Velvetpark Magazine was founded in New York City by Grace Moon in 2002 as a tri-yearly glossy publication. With a focus on “culture and arts of lesbian, dyke, butch, femme, and women identified queer and transpeople” Velvetpark ceased print publication in 2007 but came back as a digital site in 2009 and is still in operation. It began offering a six-month residency project in 2021, which includes a live-work studio in Brooklyn.

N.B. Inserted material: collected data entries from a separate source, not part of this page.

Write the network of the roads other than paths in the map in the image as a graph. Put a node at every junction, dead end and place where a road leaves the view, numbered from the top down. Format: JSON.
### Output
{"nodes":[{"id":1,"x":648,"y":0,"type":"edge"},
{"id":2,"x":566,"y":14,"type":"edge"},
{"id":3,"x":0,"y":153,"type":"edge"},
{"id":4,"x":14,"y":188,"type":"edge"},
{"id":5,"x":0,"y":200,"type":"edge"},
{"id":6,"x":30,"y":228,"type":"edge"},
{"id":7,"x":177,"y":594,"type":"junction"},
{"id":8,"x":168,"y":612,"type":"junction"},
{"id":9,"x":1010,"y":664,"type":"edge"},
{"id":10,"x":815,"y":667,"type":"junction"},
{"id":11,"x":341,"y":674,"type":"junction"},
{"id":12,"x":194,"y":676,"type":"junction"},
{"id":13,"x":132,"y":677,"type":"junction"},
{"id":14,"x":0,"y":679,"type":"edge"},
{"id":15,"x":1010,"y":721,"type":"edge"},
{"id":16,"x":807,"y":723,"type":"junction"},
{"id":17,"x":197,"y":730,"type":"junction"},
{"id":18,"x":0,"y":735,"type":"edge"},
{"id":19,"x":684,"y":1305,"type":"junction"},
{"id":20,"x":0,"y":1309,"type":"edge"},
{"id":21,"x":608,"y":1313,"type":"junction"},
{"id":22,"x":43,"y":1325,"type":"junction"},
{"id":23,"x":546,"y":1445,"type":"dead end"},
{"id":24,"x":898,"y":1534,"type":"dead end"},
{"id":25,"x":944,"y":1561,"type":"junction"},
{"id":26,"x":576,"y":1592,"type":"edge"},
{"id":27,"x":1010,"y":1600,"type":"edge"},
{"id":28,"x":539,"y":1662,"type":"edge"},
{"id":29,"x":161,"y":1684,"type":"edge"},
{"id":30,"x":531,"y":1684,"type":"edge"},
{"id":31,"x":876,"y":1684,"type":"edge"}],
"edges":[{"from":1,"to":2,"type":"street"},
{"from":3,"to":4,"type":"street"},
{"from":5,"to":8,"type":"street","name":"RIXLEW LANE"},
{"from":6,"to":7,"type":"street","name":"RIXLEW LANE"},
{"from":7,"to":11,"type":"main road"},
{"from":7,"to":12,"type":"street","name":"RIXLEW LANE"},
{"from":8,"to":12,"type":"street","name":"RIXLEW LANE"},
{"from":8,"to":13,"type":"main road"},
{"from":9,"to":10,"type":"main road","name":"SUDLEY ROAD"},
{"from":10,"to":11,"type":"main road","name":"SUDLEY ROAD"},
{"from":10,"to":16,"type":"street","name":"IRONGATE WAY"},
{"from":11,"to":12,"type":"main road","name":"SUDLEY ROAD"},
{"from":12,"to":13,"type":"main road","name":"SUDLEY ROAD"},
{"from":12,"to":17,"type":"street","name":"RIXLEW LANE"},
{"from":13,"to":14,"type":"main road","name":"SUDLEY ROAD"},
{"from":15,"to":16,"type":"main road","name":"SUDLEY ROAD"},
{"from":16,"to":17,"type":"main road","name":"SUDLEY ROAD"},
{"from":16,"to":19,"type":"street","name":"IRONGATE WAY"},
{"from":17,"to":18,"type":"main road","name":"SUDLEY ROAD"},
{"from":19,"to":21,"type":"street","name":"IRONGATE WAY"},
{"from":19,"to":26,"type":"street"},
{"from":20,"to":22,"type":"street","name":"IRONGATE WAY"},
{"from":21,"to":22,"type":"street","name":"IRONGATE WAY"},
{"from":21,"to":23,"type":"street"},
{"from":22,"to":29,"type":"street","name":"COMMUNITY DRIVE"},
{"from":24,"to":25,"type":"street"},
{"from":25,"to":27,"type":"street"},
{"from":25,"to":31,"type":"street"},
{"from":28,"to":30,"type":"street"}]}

Tagg Magazine  celebrated its 10th anniversary in September 2022. Founded by Eboné Bell in Washington D.C., Tagg offers local and national event coverage, interviews with celebrities, news and stories that center the experience of queer women. With the tagline “everything lesbian, queer, and under the rainbow,” Bell has said the magazine’s intention is “to uplift the voices of LGBTQ women by telling our stories, providing valuable resources, and creating events that bring our community together.” Bell recently announced in an email to readers that Tagg would be moving to an exclusively digital platform.

“While it’s a difficult decision to go fully digital,” said Bell, “it’s ultimately a proactive choice and exciting opportunity to engage with our readers even more.” But don’t worry about the future of Tagg, Bell shared. “We’re grateful to be financially stable and not going anywhere.”

Much of this and other overall LGBTQ+ media history can be found in the book Gay Press, Gay Power: The Growth of LGBT Community Newspapers in America by Tracy Baim. Also see Different Daughters: A History of the Daughters of Bilitis and the Rise of the Lesbian Rights Movement by Marcia M Gallo.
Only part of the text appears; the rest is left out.